* _About this exercise_: The copy you produce must hold every record exactly, and none of the images.
Exercise data: Begin
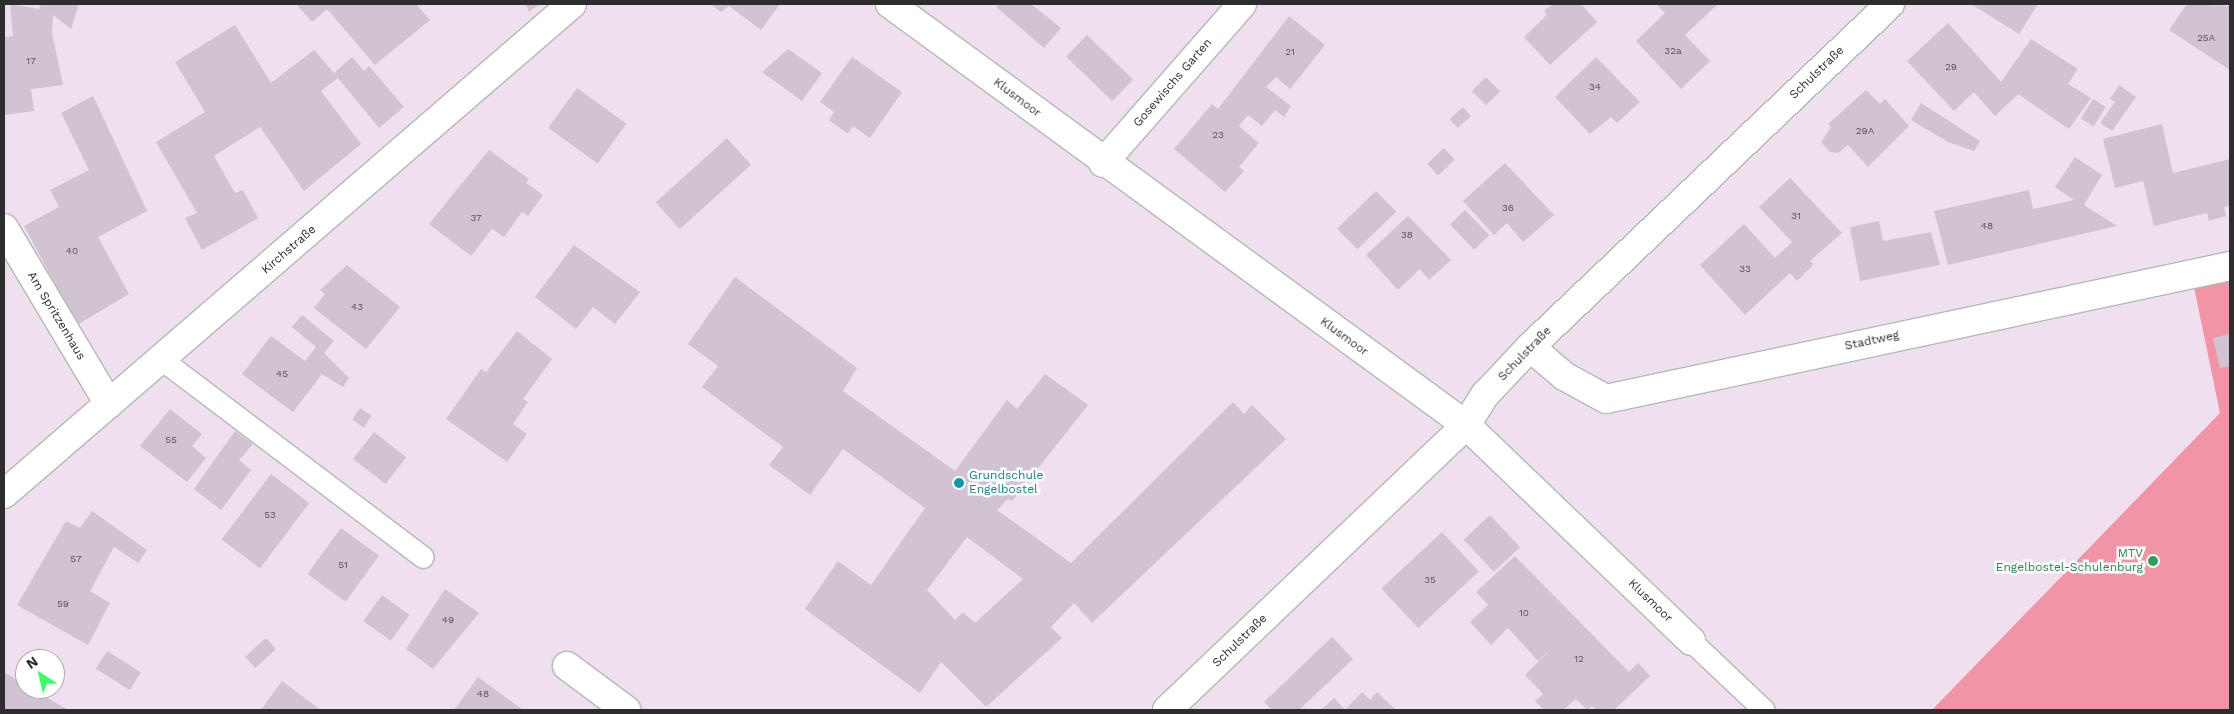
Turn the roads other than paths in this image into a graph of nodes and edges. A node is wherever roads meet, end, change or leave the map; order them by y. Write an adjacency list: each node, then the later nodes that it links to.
1 (572, 4): 9 (street, Kirchstraße)
2 (890, 4): 5 (street, Klusmoor)
3 (1242, 4): 5 (street, Gosewischs Garten)
4 (1890, 4): 8 (street, Schulstraße)
5 (1104, 163): 11 (street, Klusmoor)
6 (4, 228): 10 (street, Am Spritzenhaus)
7 (2230, 266): 8 (street, Stadtweg)
8 (1530, 347): 11 (street, Schulstraße)
9 (161, 359): 10 (street, Kirchstraße); 13 (lane)
10 (109, 404): 12 (street, Kirchstraße)
11 (1466, 425): 14 (street, Klusmoor); 17 (street, Schulstraße)
12 (4, 494)
13 (423, 557)
14 (1691, 641): 18 (lane, Klusmoor)
15 (567, 666): 16 (street)
16 (626, 710)
17 (1167, 710)
18 (1764, 710)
Exercise data: End
* _Solution to this problem_:
Turn the roads other than paths in this image into a graph of nodes and edges. A node is wherever roads meet, end, change or leave the map; order them by y. Write an adjacency list: each node, then the later nodes that it links to.
1 (572, 4): 9 (street, Kirchstraße)
2 (890, 4): 5 (street, Klusmoor)
3 (1242, 4): 5 (street, Gosewischs Garten)
4 (1890, 4): 8 (street, Schulstraße)
5 (1104, 163): 11 (street, Klusmoor)
6 (4, 228): 10 (street, Am Spritzenhaus)
7 (2230, 266): 8 (street, Stadtweg)
8 (1530, 347): 11 (street, Schulstraße)
9 (161, 359): 10 (street, Kirchstraße); 13 (lane)
10 (109, 404): 12 (street, Kirchstraße)
11 (1466, 425): 14 (street, Klusmoor); 17 (street, Schulstraße)
12 (4, 494)
13 (423, 557)
14 (1691, 641): 18 (lane, Klusmoor)
15 (567, 666): 16 (street)
16 (626, 710)
17 (1167, 710)
18 (1764, 710)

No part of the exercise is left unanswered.